A specific example of the invention will now be described with reference to the drawings in which; Figure 1 shows a perspective view of a preferred embodiment of the invention in operation recovering residual material, Figure 2 illustrates a side view of the apparatus of Figure 1 illustrated when not in operation, Figure 3 illustrates the holding mechanism of the apparatus of Figure 1, Figure 4 shows a side view of the holding mechanism of the apparatus of Figure 1 with the holding mechanism in an open position, Figure 5 shows a side view of the holding mechanism of the apparatus of Figure 1 when fastened on a collapsible container.

A preferred embodiment of the apparatus can be used to recover residual resins and pastes from polythene drum-liners. The liners have a capacity of about 200 litres.

An embodiment of such an apparatus is illustrated in Figure 1. The apparatus 10 allows the recovery of residual epoxy resin 20 from a collapsible polythene drum-liner 30. The residual resin 20 is forced from the polythene liner 30 into a collection drum 40. The collection drum 40 is preferably lined with its own polythene liner.

The apparatus comprises a gripping jaw or clamp 50 for gripping an upper edge of the liner 30. The jaw 50 is mounted to a cross beam 60, which is itself supported at either end by rising members 71, 81 of a first pair of linear actuators 70, 80. This pair of liner actuators 70,80 form a supporting frame for the cross beam 60 and jaw mechanism 50.

The apparatus further comprises a roller assembly 100. The roller assembly 100 comprises a substantially rectangular frame 110 supported by the rising members 121, 131 of a second pair of linear actuators 120,130. This second pair of linear actuators forms a supporting frame for the roller assembly.

The roller assembly frame 110 is held in a substantially horizontal plane, and first and second rollers 140, 150 are mounted adjacent to each other within the frame. The rollers 140, 150, are mounted within the frame 110 such that the space in-between the rollers may be varied. The spacing between the rollers 140, is varied by means of a third pair of linear actuators 160, 170.

The second pair of linear actuators 120, 130, that support the roller assembly 100 and the first pair of linear actuators 70, 80 that support the gripping jaw 50 are mounted to a base plate 200 and fixed structural framework 210 of the apparatus 10.

The second pair of linear actuators 120, 130 are fixed to the base plate 200 and supporting frame 220 such that the linear actuators are held in a substantially vertical orientation.

The first pair of linear actuators 70, 80, are coupled to the base plate 200 at pivots 75, 85 and coupled to the structural frame 210 by mean of a fourth pair of linear actuators 220, 230 that allow the first pair of linear actuators to tilt between a vertical orientation and a non-vertical orientation.

The base plate 200 of the apparatus 10 incorporators a roller slideway 250 to facilitate the loading and unloading of collection containers 40 from the apparatus.

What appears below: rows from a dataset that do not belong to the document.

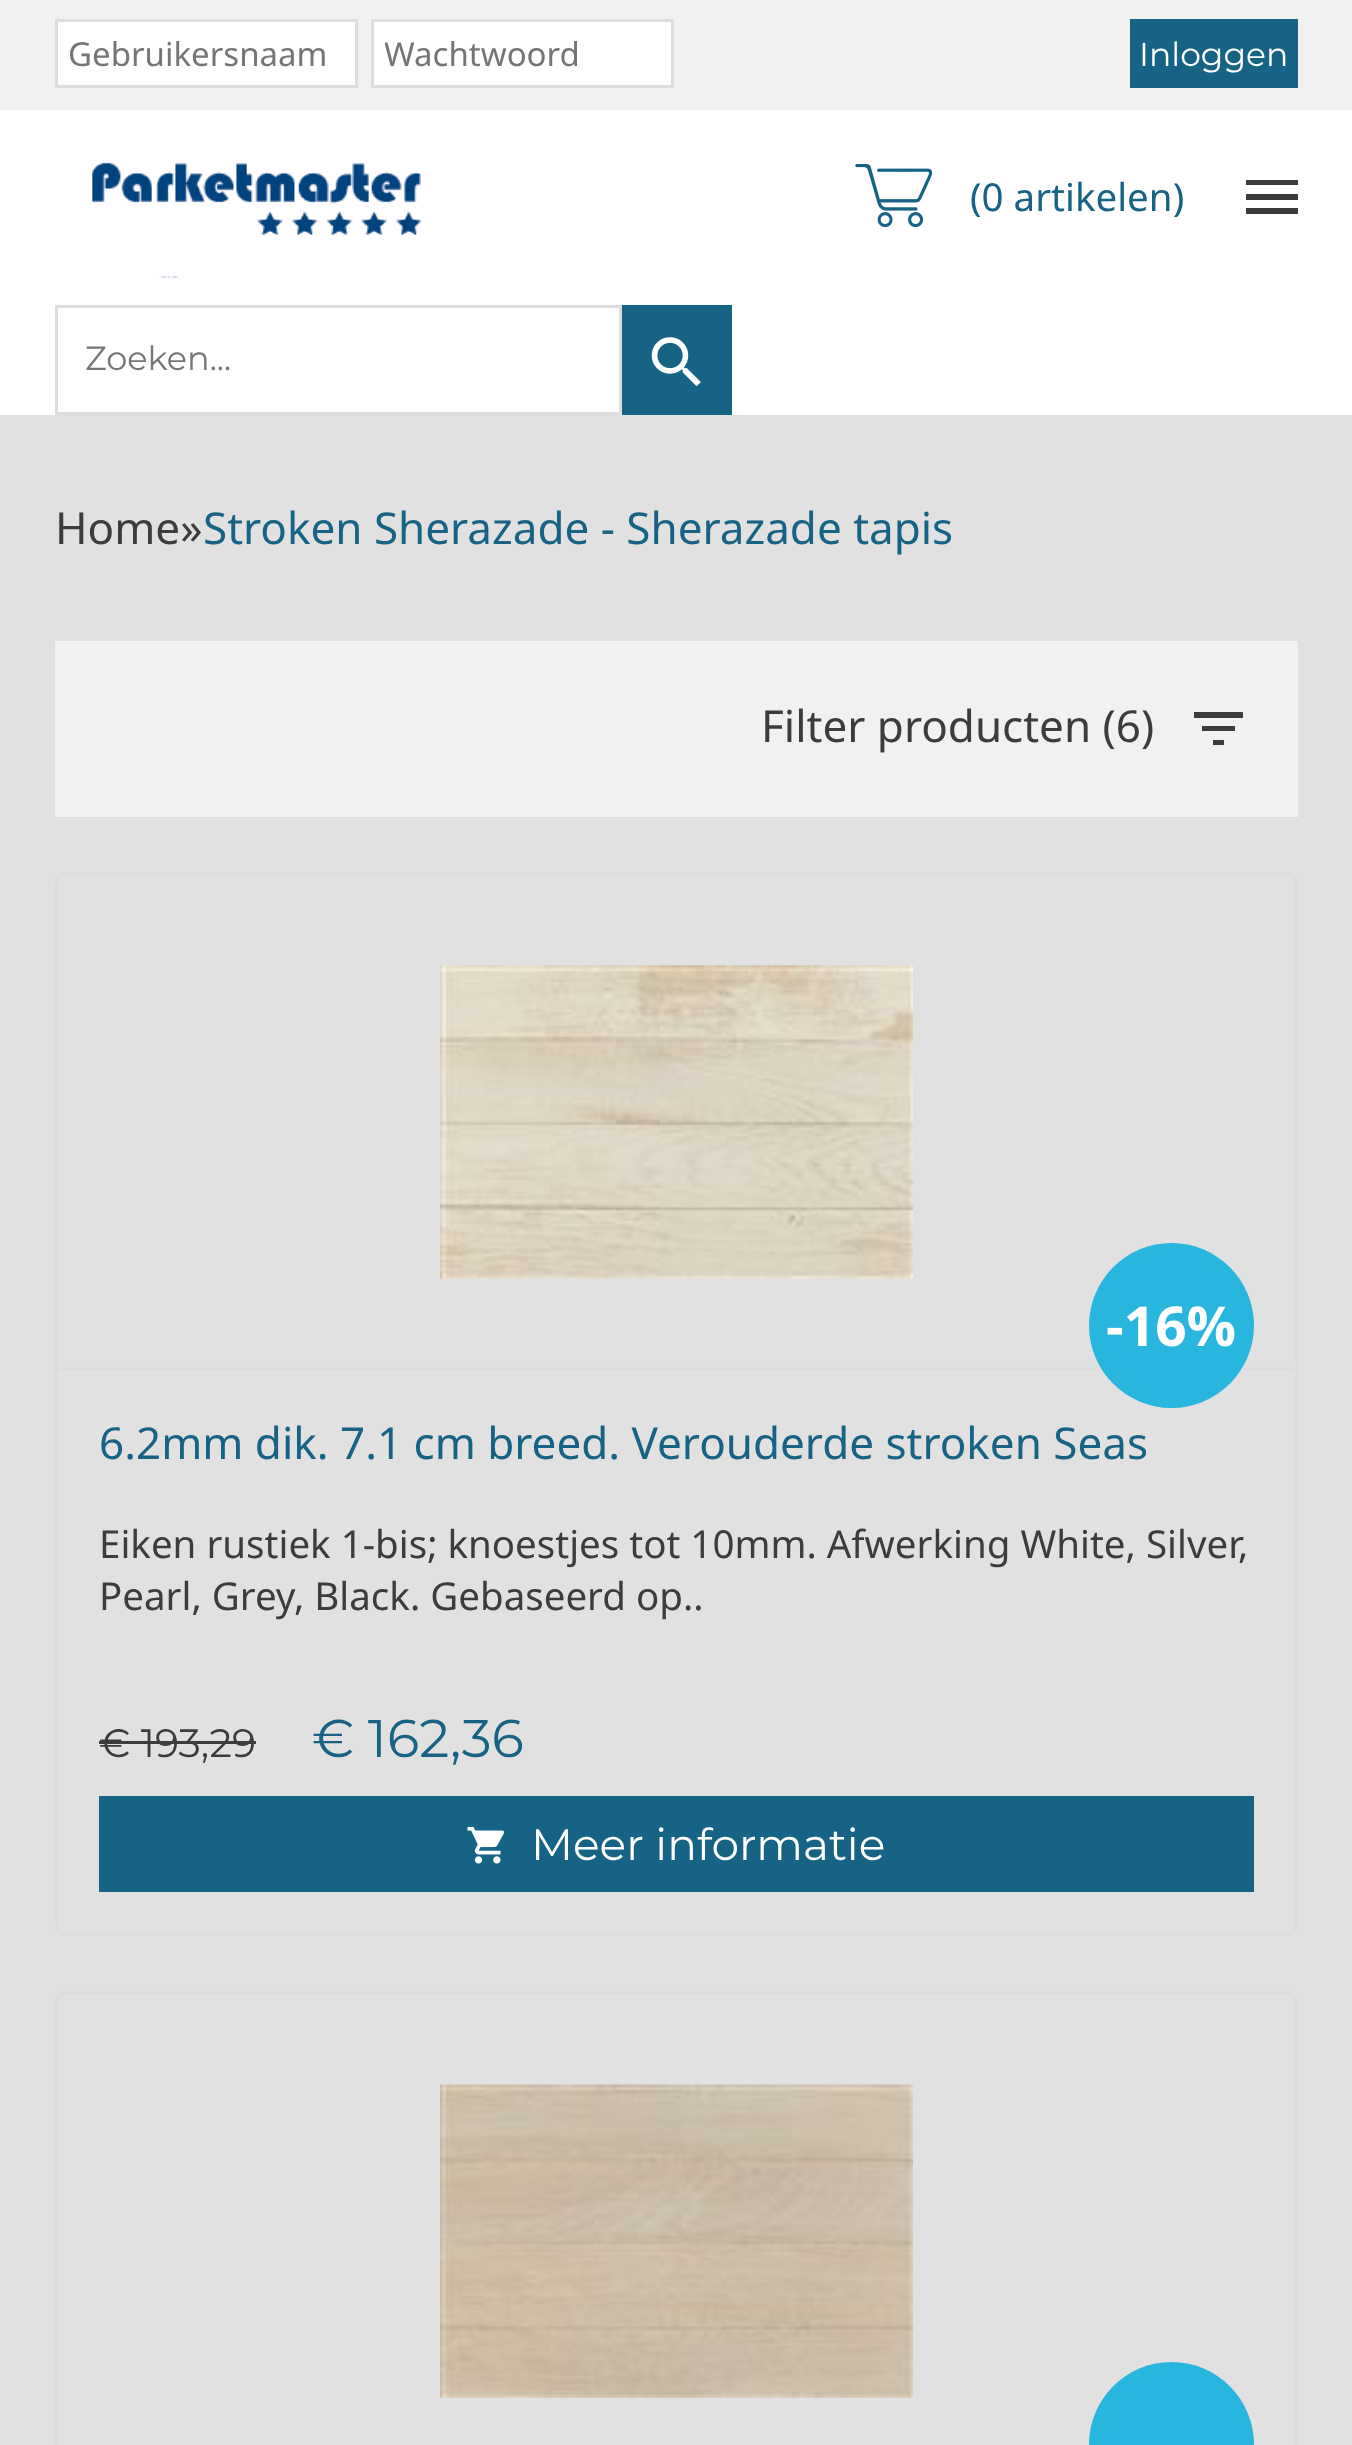 async function draw(canvas) {
  canvas.width = 1352
  canvas.height = 2445
  const ctx = canvas.getContext('2d')
  ctx.miterLimit = 4
  ctx.fontKerning = 'normal'
  async function loadImage(src) {
    const img = new Image()
    img.src = src
    await img.decode()
    return img
  }

  ctx.fillStyle = '#e1e1e1'
  ctx.fillRect(0, 0, 1352, 2445)
  ctx.fillStyle = '#fff'
  ctx.fillRect(0, 110, 1352, 305)
  ctx.fillStyle = '#f1f1f1'
  ctx.fillRect(0, 0, 1352, 110)
  ctx.fillStyle = '#fff'
  ctx.beginPath()
  ctx.rect(56.5, 20.5, 300, 66)
  ctx.fill()
  ctx.strokeStyle = '#ddd'
  ctx.lineWidth = 3
  ctx.stroke()
  ctx.font = '33px Noto Sans'
  ctx.fillStyle = '#757575'
  ctx.fillText('Gebruikersnaam', 68, 66)
  ctx.fillStyle = '#fff'
  ctx.beginPath()
  ctx.rect(372.5, 20.5, 300, 66)
  ctx.fill()
  ctx.stroke()
  ctx.save()
  ctx.beginPath()
  ctx.rect(385, 30, 275, 47)
  ctx.clip()
  ctx.fillStyle = '#757575'
  ctx.fillText('Wachtwoord', 384, 66)
  ctx.restore()
  ctx.fillStyle = '#176385'
  ctx.fillRect(1130, 19, 168, 69)
  ctx.font = '100 33px Montserrat'
  ctx.fillStyle = '#fff'
  ctx.fillText('Inloggen', 1139, 66)
  ctx.drawImage(await loadImage('image0.png'), 92, 162, 329, 116)
  ctx.drawImage(await loadImage('image1.png'), 855, 164, 78, 64)
  ctx.font = '38.5px Noto Sans'
  ctx.fillStyle = '#176385'
  ctx.fillText('(0 artikelen)', 970, 211)
  ctx.fillStyle = '#3c3c3c'
  ctx.beginPath()
  ctx.moveTo(1246, 214)
  ctx.lineTo(1246, 208)
  ctx.lineTo(1298, 208)
  ctx.lineTo(1298, 214)
  ctx.closePath()
  ctx.moveTo(1246, 200)
  ctx.lineTo(1246, 194)
  ctx.lineTo(1298, 194)
  ctx.lineTo(1298, 200)
  ctx.closePath()
  ctx.moveTo(1246, 180)
  ctx.lineTo(1298, 180)
  ctx.lineTo(1298, 185)
  ctx.lineTo(1246, 185)
  ctx.closePath()
  ctx.fill()
  ctx.strokeRect(56.5, 306.5, 564, 107)
  ctx.font = '100 33.5px Montserrat'
  ctx.fillStyle = '#757575'
  ctx.fillText('Zoeken...', 85, 370)
  ctx.fillStyle = '#176385'
  ctx.fillRect(622, 305, 110, 110)
  ctx.drawImage(await loadImage('image2.png'), 651, 337, 50, 50)
  ctx.font = '44px Noto Sans'
  ctx.fillStyle = '#3c3c3c'
  ctx.fillText('Home»', 55, 544)
  ctx.fillStyle = '#176385'
  ctx.fillText('Stroken Sherazade - Sherazade tapis', 203, 544)
  ctx.fillStyle = '#f1f1f1'
  ctx.fillRect(55, 641, 1243, 176)
  ctx.fillStyle = '#3c3c3c'
  ctx.fillText('Filter producten (6)', 761, 742)
  ctx.beginPath()
  ctx.moveTo(1213, 745)
  ctx.lineTo(1213, 740)
  ctx.lineTo(1224, 740)
  ctx.lineTo(1224, 745)
  ctx.closePath()
  ctx.moveTo(1194, 712)
  ctx.lineTo(1243, 712)
  ctx.lineTo(1243, 718)
  ctx.lineTo(1194, 718)
  ctx.closePath()
  ctx.moveTo(1202, 731)
  ctx.lineTo(1202, 726)
  ctx.lineTo(1235, 726)
  ctx.lineTo(1235, 731)
  ctx.closePath()
  ctx.fill()
  ctx.beginPath()
  ctx.roundRect(56.5, 873.5, 1240, 1061, 9.5)
  ctx.stroke()
  ctx.fillStyle = '#ddd'
  ctx.fillRect(58, 1367, 1237, 3)
  ctx.drawImage(await loadImage('image3.png'), 440, 965, 473, 314)
  ctx.fillStyle = '#28b5de'
  ctx.beginPath()
  ctx.arc(1171.5, 1325.5, 82.5, 0, 2 * Math.PI)
  ctx.fill()
  ctx.font = 'bold 55px Open Sans'
  ctx.fillStyle = '#fff'
  ctx.fillText('-16%', 1106, 1346)
  ctx.font = '44px Noto Sans'
  ctx.fillStyle = '#176385'
  ctx.fillText('6.2mm dik. 7.1 cm breed. Verouderde stroken Seas', 99, 1459)
  ctx.font = '38.5px Noto Sans'
  ctx.fillStyle = '#3c3c3c'
  ctx.fillText('Eiken rustiek 1-bis; knoestjes tot 10mm. Afwerking White, Silver,', 99, 1558)
  ctx.fillText('Pearl, Grey, Black. Gebaseerd op..', 99, 1610)
  ctx.font = '100 39.5px Montserrat'
  ctx.fillText('€ 193,29', 99, 1757)
  ctx.fillRect(99, 1741, 157, 3)
  ctx.font = '100 53px Montserrat'
  ctx.fillStyle = '#176385'
  ctx.fillText('€ 162,36', 312, 1757)
  ctx.fillRect(99, 1796, 1155, 96)
  ctx.drawImage(await loadImage('image4.png'), 467, 1826, 38, 38)
  ctx.font = '100 44px Montserrat'
  ctx.fillStyle = '#fff'
  ctx.fillText('Meer informatie', 531, 1860)
  ctx.beginPath()
  ctx.roundRect(56.5, 1992.5, 1240, 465, 9.5)
  ctx.stroke()
  ctx.drawImage(await loadImage('image5.png'), 440, 2084, 473, 314)
  ctx.fillStyle = '#28b5de'
  ctx.beginPath()
  ctx.arc(1171.5, 2444.5, 82.5, 0, 2 * Math.PI)
  ctx.fill()
}

draw(document.querySelector('canvas'))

The first pair of linear actuators 70, 80 and the second pair of linear actuators 120, 130 are mounted to the apparatus 10 such that, when the first pair of linear actuators 70, 80 are vertically orientated, both pairs of actuators are in the same vertical plane. The first pair of linear actuators are disposed inside the second pair of linear actuators.

When both first and second pairs of linear actuators are vertically oriented, the frame 110 of the roller assembly 100 is able to pass over the cross beam 60 and the jaw mechanism 50.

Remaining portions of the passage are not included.